- Required work -
Within the records, how many lines hold the word "paths"? State that number alone.
[Data records]
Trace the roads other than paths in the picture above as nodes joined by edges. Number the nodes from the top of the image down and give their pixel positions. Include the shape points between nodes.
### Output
[/Data records]
[Data records]
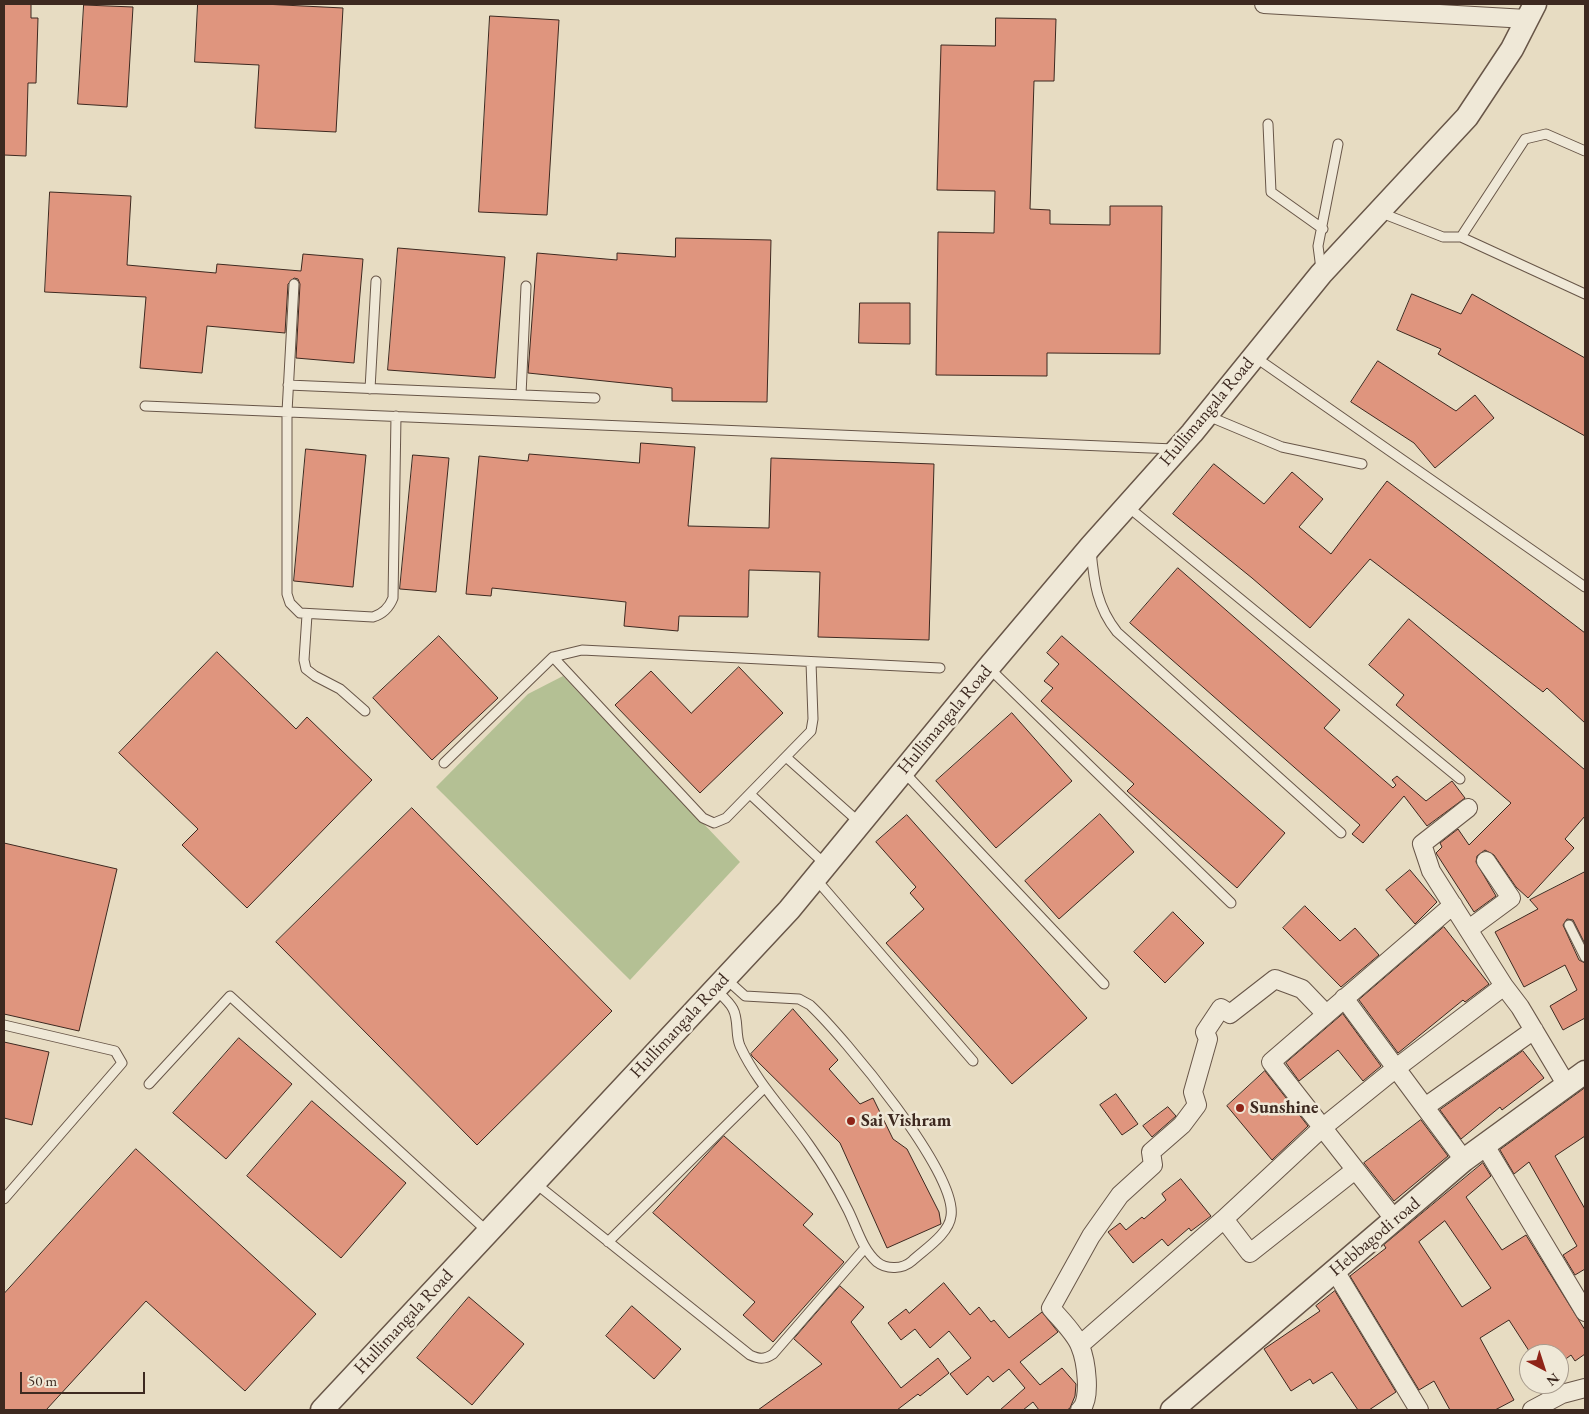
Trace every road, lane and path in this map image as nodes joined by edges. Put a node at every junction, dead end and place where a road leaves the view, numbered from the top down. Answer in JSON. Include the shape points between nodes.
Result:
[/Data records]
[Data records]
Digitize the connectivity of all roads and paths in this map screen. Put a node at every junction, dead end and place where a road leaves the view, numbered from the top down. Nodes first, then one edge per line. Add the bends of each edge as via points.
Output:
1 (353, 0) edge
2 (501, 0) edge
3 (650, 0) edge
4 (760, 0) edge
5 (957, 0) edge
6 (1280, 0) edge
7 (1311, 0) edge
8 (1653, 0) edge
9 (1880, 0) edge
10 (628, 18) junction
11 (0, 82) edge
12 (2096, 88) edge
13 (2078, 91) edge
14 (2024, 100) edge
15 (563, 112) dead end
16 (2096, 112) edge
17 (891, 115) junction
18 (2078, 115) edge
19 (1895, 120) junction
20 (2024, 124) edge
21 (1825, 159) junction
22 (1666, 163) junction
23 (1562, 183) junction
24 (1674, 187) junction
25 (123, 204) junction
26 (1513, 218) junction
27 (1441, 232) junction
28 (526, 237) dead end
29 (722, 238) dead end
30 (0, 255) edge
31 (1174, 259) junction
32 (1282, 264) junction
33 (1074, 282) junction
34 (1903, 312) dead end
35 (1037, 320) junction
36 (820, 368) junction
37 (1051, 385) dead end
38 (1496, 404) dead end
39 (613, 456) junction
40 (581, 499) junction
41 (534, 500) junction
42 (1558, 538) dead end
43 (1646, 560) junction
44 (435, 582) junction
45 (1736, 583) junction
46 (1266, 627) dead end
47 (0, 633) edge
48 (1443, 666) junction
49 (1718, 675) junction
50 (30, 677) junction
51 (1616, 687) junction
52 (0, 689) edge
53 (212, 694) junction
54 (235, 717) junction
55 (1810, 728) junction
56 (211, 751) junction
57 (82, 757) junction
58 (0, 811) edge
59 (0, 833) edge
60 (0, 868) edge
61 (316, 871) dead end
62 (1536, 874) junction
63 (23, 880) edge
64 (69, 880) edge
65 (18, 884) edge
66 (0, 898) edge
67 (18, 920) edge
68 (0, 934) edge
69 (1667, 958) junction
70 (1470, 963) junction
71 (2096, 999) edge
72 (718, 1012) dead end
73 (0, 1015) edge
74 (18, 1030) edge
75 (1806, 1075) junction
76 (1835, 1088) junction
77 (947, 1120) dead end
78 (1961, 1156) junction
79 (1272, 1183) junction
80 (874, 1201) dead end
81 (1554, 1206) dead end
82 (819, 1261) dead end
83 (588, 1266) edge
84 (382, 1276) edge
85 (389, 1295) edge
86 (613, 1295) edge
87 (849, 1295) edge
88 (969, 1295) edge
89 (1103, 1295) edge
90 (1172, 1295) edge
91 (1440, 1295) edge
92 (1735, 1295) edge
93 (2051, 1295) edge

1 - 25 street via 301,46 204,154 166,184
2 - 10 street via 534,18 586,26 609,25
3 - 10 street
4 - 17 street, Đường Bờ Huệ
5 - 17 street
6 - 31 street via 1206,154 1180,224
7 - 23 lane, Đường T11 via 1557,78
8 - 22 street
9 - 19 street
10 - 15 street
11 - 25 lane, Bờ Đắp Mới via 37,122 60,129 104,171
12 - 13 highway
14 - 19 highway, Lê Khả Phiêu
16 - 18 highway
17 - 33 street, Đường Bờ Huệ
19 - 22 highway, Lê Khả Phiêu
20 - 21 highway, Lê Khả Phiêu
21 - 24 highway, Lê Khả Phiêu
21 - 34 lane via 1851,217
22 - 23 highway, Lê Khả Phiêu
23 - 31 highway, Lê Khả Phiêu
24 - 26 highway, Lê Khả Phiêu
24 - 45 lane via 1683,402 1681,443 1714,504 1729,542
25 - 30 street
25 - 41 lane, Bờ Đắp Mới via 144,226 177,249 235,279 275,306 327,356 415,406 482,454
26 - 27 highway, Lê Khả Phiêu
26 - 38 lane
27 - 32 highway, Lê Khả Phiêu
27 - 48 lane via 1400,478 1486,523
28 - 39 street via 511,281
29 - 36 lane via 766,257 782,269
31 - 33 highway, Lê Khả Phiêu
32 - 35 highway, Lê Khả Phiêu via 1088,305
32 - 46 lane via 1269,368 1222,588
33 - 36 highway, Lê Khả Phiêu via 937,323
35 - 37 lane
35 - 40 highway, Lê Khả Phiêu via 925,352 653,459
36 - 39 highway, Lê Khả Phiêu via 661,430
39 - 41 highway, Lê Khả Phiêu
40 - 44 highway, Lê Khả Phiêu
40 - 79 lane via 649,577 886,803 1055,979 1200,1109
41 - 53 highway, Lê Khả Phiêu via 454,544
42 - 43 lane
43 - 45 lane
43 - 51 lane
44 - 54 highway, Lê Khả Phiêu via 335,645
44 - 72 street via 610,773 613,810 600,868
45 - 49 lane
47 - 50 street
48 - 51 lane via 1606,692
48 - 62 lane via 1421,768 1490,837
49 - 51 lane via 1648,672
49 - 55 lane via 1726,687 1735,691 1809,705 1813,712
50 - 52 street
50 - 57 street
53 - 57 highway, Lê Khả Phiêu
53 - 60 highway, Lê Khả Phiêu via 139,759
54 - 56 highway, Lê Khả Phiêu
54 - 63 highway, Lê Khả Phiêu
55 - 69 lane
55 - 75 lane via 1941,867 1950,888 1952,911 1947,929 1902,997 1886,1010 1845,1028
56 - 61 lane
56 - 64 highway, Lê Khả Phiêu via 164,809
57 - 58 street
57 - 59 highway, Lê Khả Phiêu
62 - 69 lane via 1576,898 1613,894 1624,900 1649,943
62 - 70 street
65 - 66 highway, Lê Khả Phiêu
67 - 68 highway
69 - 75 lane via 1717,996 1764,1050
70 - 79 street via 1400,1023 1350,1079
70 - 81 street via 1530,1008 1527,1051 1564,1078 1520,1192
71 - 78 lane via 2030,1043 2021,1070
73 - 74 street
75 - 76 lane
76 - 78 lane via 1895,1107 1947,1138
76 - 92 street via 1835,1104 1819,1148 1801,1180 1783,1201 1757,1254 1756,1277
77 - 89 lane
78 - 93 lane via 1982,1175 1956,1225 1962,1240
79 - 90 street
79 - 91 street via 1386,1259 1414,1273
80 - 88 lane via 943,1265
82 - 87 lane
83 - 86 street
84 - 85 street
[/Data records]
- Answer to the exercise -
2